Apparently, the fpppp data set is quite small and will fit nicely
into a typical L2 cache; in fact, fpppp can fit into a reasonably
sized L1 data cache. This is why the fpppp results do not vary
amongst the different R10000 systems - in all cases, the CPU is going
as fast as it can and is not being hindered by latency and bandwidth
factors concerning main RAM, or L1<-->L2 cache transfer
issues. Notice, therefore, that despite the problems with R10000 in
O2, the fpppp test goes very fast which shows that the factors
affecting an R10K's performance in O2 is not concerned with the CPU
itself, but with the connection between the CPU's L2 cache and the
rest of the system (ie. any task that fits into L1 or L2 cache for
R10K in O2 will run just as fast as Octane).

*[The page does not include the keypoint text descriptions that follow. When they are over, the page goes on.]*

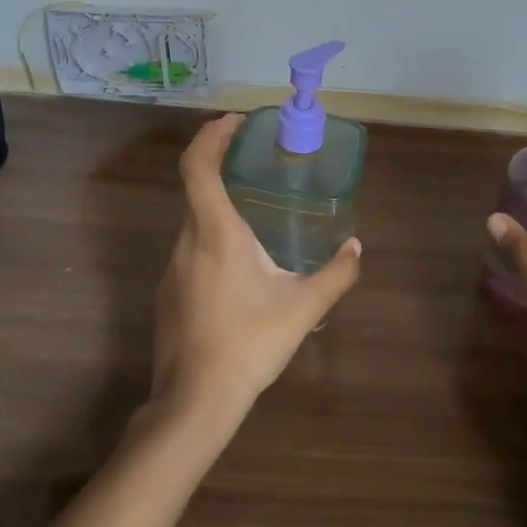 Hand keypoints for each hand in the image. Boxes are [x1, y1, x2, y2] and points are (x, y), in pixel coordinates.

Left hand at [150, 115, 362, 430]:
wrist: (194, 403)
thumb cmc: (248, 343)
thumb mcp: (303, 308)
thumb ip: (337, 274)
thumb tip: (357, 247)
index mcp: (216, 232)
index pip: (198, 165)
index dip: (212, 134)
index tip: (236, 122)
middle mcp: (187, 241)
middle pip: (196, 189)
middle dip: (223, 167)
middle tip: (257, 164)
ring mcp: (172, 269)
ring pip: (195, 222)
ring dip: (221, 208)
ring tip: (258, 218)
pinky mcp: (169, 294)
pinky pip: (192, 251)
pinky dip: (214, 240)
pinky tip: (241, 271)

However, the 21164 has a much smaller L1 data cache and so, even
though it should theoretically run fpppp very quickly based on its
clock speed, in fact it can't because now the bottleneck is
L1<-->L2 data transfer instead of L2<-->RAM transfer. The
21164's L1 data cache is 8K total, compared to the R10000's much
larger 32K. Before the release of 21264 SPEC95 results, I predicted
that the fpppp result for the 21264 would be high since that
processor is not hampered by a small L1 cache (my guess was 80, as
stated earlier). Sure enough, the 575MHz 21264 achieves 82.7 for
fpppp. QED, as the saying goes.
John told me:
-
fpppp actually fits into the L1 cache in the R10000. I suspect that
it won't fit into the 8kB cache in the 21164. The 21164 also has
trouble with branch mispredictions and pipeline stalls here. Note
that the latency of an FP multiply is about the same on the MIPS and
DEC chips: 2 cycles at 200 MHz on the R10000 vs 5 cycles at 500 MHz
on the 21164.
But what is fpppp? I asked John and he said:
-
"It is a horribly convoluted code extracted from an obsolete
molecular dynamics program. Despite Intel's request, it will not be
in SPEC98."
I asked if there was any need at all for a test like fpppp, where the
data set is very small. John replied:
-
"None of the commercial scientific/engineering apps that I have
tested are anywhere near as tiny as fpppp."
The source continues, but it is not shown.